SYLVIA TERESA MANRÍQUEZ
«Yo de aquí me voy, y con mucho gusto señores; pero en compañía de Mateo” y apuntó con su arma al joven ordenándole caminar con él.
-Tendrá que llevarme a mí- se interpuso la mamá de Mateo
– Y a mí también- dijo una vecina -Y a mí también, señoragregó otra -Y a mí- añadió otro vecino.
En este punto el mafioso empezó a sentir temor.
-Vas a tener que llevarnos a todos- dijo el sacerdote del centro comunitario. Las y los vecinos, amigos, amigas, jóvenes, hicieron un cerco a su alrededor, hombro con hombro.
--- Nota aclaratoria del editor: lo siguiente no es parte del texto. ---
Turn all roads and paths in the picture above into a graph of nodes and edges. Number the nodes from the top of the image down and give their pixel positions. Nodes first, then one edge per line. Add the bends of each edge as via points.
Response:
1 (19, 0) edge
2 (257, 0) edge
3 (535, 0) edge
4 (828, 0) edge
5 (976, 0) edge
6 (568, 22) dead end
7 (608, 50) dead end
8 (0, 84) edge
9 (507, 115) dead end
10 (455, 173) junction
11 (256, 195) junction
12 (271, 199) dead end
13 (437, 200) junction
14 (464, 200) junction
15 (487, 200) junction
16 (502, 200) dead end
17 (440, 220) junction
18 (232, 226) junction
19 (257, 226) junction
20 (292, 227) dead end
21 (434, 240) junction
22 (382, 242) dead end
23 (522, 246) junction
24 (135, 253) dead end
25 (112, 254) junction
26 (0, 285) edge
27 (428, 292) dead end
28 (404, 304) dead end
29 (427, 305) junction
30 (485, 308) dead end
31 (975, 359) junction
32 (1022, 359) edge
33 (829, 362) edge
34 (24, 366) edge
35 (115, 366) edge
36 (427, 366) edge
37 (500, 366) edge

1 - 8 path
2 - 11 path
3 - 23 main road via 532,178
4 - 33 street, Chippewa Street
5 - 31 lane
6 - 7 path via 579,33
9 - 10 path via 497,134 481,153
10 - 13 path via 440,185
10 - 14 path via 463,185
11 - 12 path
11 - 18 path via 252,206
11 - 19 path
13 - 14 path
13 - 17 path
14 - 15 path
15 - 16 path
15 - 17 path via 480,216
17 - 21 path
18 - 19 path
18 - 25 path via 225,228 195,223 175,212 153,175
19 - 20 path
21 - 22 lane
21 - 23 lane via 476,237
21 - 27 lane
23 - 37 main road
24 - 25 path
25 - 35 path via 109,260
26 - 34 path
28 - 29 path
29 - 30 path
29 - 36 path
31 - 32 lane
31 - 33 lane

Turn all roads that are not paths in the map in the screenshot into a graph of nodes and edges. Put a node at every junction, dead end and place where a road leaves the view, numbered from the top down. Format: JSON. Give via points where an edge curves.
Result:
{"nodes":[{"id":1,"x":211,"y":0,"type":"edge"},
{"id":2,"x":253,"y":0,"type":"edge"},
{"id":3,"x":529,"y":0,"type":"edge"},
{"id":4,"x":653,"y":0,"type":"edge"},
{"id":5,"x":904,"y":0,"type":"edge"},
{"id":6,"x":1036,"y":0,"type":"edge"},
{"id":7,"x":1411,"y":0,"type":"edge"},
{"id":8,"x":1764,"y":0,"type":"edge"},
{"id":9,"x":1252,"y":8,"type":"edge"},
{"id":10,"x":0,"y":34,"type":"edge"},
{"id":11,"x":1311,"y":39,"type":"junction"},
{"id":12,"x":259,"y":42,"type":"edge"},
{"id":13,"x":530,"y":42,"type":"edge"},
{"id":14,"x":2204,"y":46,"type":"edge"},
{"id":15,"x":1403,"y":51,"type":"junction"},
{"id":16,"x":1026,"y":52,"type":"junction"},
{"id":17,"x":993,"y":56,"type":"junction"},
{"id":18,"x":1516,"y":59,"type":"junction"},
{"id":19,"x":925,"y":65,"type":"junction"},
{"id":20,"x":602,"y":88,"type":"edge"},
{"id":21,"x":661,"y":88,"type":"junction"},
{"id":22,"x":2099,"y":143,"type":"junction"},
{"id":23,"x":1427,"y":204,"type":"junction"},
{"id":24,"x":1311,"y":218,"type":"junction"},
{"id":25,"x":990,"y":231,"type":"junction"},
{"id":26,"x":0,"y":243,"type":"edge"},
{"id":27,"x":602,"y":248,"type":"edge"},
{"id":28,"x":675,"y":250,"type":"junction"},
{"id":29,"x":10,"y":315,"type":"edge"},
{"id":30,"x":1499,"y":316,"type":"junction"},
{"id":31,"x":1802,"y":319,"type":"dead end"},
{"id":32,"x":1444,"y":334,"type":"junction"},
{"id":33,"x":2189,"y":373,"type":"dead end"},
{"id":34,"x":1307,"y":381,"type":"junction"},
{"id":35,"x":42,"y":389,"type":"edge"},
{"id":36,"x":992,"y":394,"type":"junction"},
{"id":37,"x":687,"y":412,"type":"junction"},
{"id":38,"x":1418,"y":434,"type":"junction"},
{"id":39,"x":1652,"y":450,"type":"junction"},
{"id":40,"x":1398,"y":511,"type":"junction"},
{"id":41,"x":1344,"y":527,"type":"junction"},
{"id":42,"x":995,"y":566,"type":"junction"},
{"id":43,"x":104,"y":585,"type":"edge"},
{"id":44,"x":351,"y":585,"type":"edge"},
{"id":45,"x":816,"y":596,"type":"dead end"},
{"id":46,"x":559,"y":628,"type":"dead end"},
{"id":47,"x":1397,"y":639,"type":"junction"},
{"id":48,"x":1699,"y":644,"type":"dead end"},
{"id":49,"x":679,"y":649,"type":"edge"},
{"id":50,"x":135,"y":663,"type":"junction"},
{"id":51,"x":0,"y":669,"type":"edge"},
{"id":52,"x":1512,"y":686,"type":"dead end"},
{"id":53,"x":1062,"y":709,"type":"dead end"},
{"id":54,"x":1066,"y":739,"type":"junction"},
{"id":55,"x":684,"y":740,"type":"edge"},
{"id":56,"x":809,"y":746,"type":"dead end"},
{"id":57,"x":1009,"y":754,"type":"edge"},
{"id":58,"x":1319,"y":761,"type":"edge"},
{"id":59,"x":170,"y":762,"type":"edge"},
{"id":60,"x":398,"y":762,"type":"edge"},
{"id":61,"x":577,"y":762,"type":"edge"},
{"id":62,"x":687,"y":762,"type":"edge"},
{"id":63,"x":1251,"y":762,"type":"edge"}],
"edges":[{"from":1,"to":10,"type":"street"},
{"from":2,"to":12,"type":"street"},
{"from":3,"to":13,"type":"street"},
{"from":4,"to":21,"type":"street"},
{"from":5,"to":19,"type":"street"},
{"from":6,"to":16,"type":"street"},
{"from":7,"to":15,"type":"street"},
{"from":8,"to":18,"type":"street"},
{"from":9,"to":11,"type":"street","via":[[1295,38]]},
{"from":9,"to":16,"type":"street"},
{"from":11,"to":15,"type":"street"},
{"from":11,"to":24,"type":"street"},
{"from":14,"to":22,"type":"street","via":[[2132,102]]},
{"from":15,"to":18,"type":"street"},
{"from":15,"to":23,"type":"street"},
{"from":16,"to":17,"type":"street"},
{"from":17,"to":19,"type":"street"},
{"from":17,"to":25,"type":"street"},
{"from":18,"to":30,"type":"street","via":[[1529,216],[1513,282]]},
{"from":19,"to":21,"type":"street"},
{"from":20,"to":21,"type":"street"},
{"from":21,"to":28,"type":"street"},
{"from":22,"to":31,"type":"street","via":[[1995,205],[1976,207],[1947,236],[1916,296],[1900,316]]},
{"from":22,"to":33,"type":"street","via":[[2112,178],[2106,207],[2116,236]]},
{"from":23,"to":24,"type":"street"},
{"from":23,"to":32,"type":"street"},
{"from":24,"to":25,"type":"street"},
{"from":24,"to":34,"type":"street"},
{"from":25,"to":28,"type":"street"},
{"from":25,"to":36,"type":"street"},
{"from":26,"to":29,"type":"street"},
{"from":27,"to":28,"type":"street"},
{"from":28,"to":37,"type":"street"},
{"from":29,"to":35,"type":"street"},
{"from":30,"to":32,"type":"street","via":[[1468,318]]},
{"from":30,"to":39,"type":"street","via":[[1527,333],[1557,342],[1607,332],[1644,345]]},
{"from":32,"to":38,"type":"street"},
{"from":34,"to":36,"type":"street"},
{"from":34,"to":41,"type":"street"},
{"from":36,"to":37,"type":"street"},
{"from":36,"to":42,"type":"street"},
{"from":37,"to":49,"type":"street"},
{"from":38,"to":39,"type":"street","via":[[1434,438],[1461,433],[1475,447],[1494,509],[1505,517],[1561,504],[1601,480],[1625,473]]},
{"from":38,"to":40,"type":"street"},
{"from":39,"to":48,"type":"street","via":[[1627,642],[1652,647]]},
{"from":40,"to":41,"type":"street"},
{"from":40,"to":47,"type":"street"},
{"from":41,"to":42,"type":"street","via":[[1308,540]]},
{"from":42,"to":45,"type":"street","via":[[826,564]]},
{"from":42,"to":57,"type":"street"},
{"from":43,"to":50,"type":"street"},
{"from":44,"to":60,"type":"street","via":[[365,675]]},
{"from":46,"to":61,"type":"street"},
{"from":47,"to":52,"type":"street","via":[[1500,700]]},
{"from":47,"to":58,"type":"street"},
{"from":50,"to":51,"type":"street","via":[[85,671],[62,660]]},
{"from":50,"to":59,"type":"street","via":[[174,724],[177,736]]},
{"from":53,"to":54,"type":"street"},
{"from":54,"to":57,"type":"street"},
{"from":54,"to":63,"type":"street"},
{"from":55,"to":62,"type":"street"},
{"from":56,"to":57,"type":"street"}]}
Él hombre los observó.
-¿No le parece que ya fue suficiente? – preguntó la mamá de Mateo, que seguía interfiriendo entre éste y el hombre armado.
– Déjenos tranquilos – dijo la mujer sacando fuerza del miedo – déjenos en paz… déjenos volver a empezar – El mafioso bajó el arma, sin decir una palabra, se retiró, cruzando el cerco que la gente de la comunidad había formado con sus cuerpos. Esta escena pertenece al final de la película colombiana Mateo que se puede catalogar en el género cine socialdrama. Se estrenó en 2015 en Barrancabermeja, un municipio colombiano ubicado a orillas del Río Magdalena, en el departamento de Santander. La dirigió María Gamboa, quién se basó en una larga investigación, iniciada en el 2007 en esa parte del Magdalena, sobre la prevención de la entrada de los adolescentes al conflicto armado. Mateo es un adolescente de 16 años, que trabaja con su tío: un jefe criminal, cobrando cuotas extorsionistas a los comerciantes de la localidad. El joven se infiltra en el grupo de teatro para informar al tío sobre las actividades de las y los jóvenes. Al irse integrando al grupo, Mateo debe tomar decisiones difíciles; por eso deja de trabajar para su tío, con el desenlace que leímos al inicio de esta entrega. Aunque la historia de Mateo no es algo nuevo, me atrae la propuesta de la cineasta María Gamboa: unirse para crear desde la familia, el barrio, la comunidad, un tejido sólido que resguarde la vida y el futuro de nuestros jóvenes, evitar que caigan en la oferta de trabajo ilícita, que les ofrece entradas de dinero fácil y rápido. Sé también que llevar esta idea a la práctica tampoco es fácil, porque surge la reflexión inevitable de cuánto puede resistir unida una familia que se enfrenta diariamente a los interminables tentáculos de la corrupción. Cómo, si a veces no podemos distinguir a los buenos de los malos. ¿Será posible fortalecer la confianza en la unidad y desterrar el miedo de sentirnos solos, abandonados, desprotegidos? Suena difícil, más cuando recordamos cifras del INEGI señalando que más del 70% de las personas mayores de 18 años en este país nos sentimos inseguros en el transporte público y el 68% en las calles que habitualmente usamos. Dicen estas cifras que la percepción de inseguridad es mayor en las mujeres (80%) que en los hombres (70%). Recuerdo a la mamá de Mateo que sin pensarlo se interpuso entre el arma del delincuente y su hijo, el miedo nos hace valientes.
Por eso, aunque me estrujó Mateo, me agrada su propuesta final. Me ofreció esperanza en la solidaridad, en el reconocimiento de nuestras fortalezas cuando nos unimos.
De hacerlo, venceremos el miedo y lograremos proteger a nuestros Mateos, que también los tenemos, cualquiera que sea el lugar donde vivamos, con conflictos armados o sin ellos, que al final de cuentas no sólo éstos nos hacen sentir indefensos.